- **What needs to be done**
Lines with "paths": state how many there are in the records below, and nothing else.

- **Material shown**
========
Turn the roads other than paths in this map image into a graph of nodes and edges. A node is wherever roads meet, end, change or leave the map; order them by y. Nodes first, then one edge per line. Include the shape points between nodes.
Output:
========
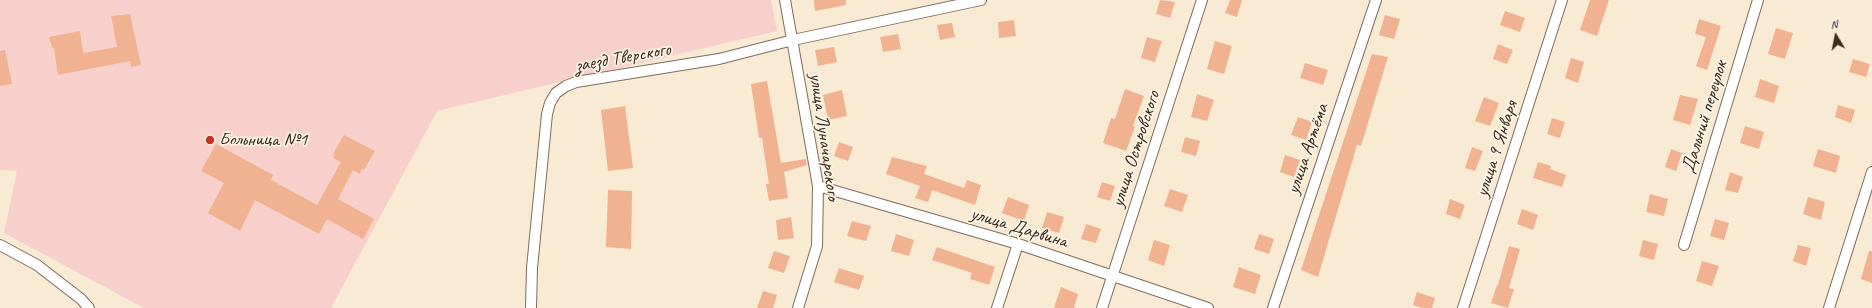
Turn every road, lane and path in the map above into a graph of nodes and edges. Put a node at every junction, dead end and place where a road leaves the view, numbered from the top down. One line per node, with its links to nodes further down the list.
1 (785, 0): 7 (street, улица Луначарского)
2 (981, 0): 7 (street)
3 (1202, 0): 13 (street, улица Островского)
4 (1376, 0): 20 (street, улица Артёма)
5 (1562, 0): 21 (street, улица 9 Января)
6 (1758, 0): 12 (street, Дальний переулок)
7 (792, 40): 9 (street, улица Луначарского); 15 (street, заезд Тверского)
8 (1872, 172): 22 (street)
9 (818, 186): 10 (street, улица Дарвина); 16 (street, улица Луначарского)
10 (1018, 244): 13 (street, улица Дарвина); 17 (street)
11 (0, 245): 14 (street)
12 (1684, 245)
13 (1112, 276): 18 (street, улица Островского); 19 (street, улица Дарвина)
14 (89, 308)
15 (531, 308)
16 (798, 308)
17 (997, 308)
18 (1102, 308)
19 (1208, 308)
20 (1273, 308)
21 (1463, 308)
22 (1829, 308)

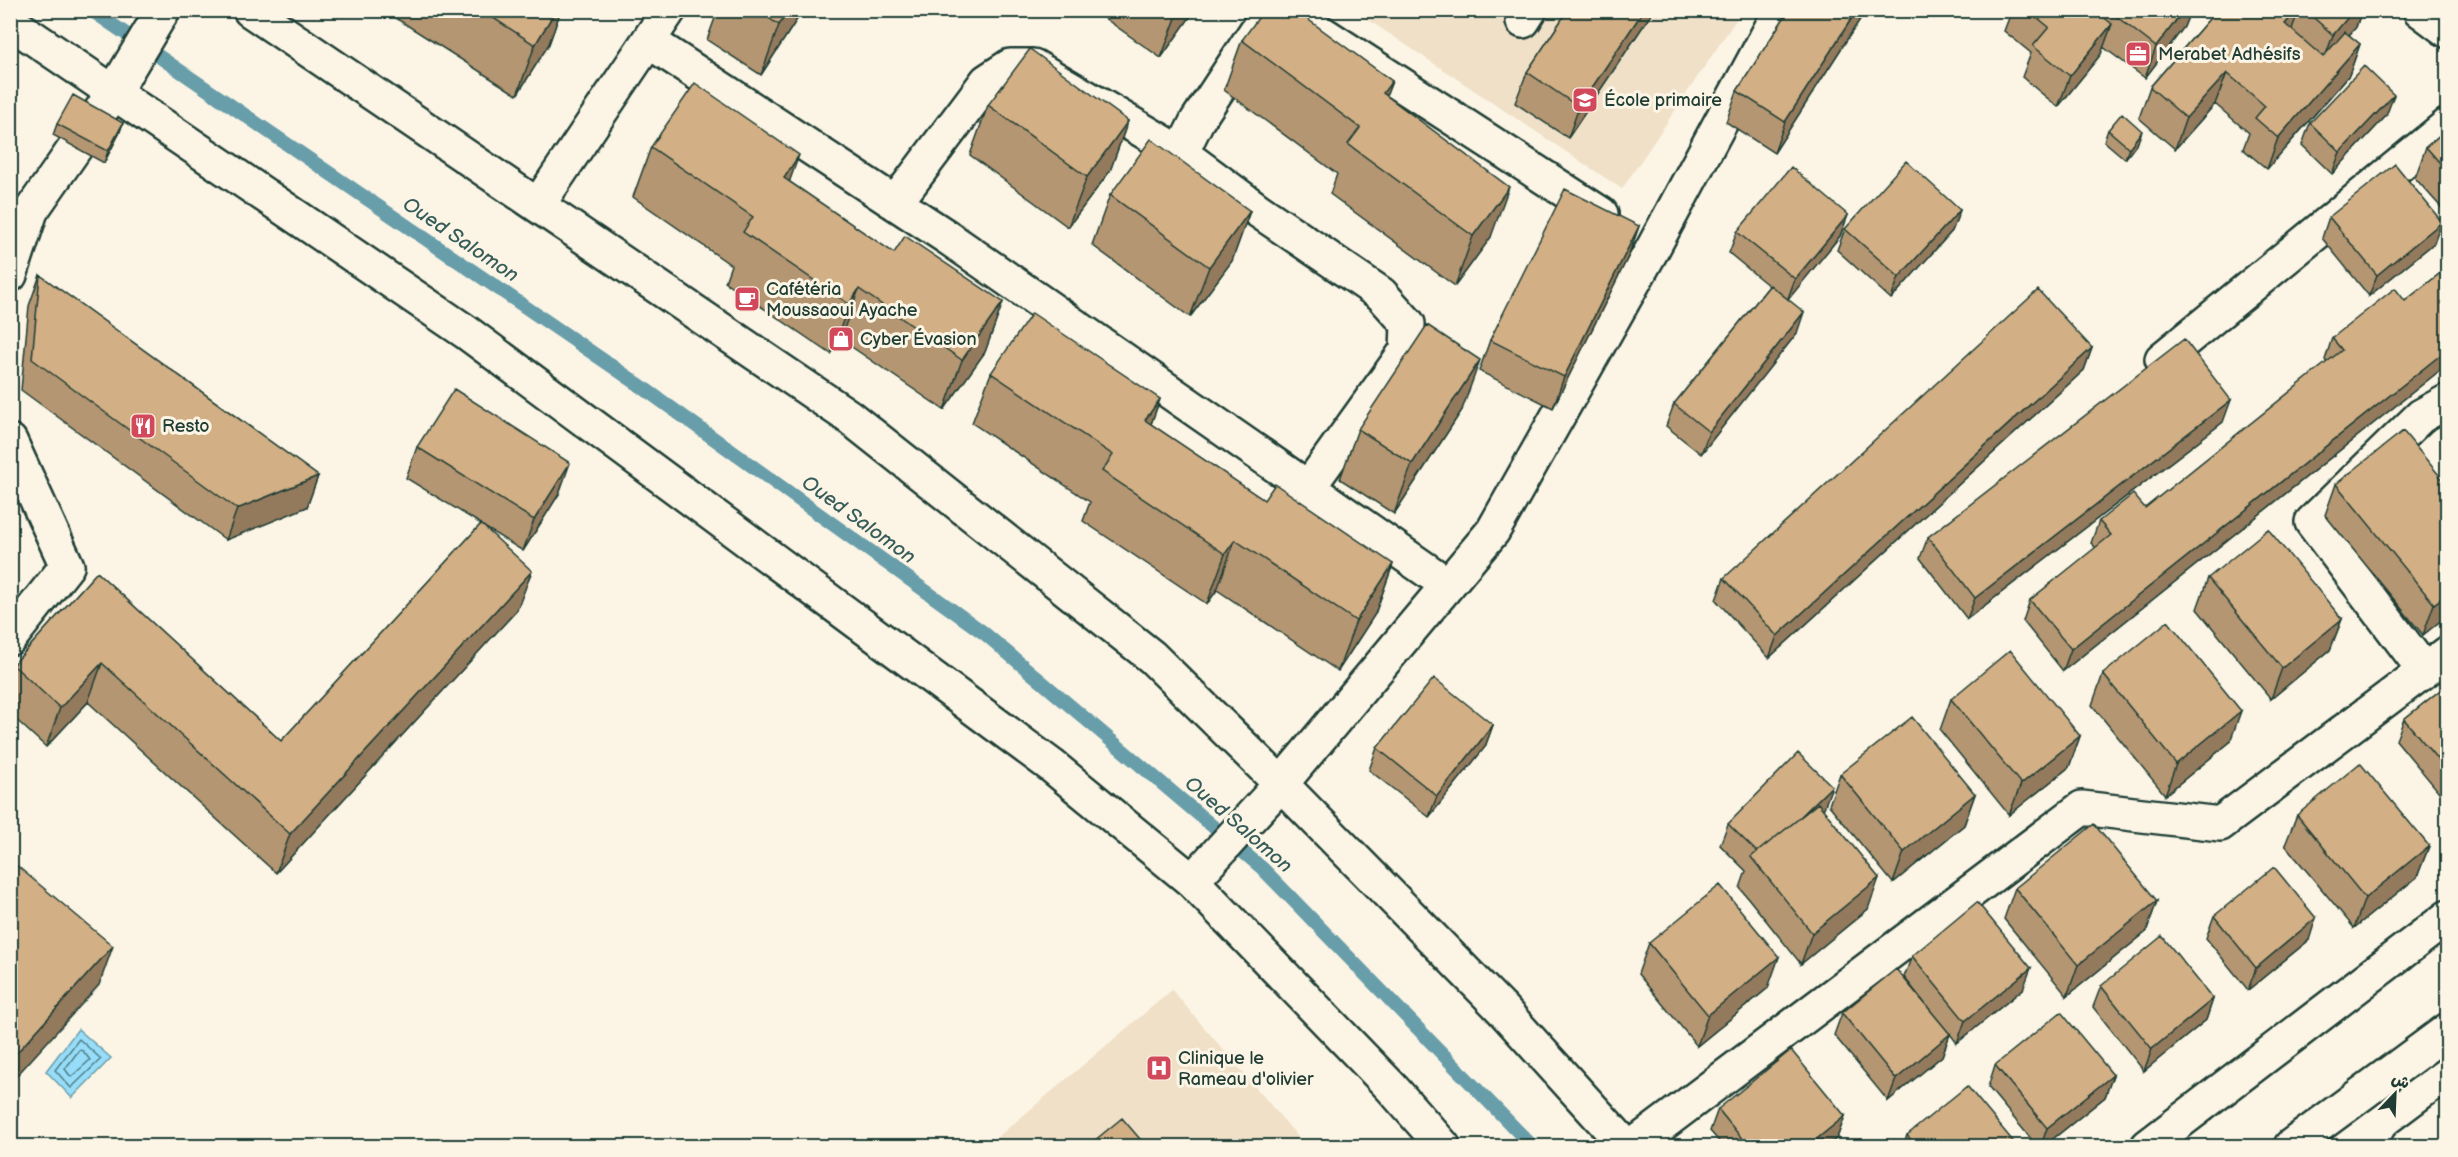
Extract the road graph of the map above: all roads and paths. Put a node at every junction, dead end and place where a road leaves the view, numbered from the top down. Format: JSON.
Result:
========
- **Reply**
2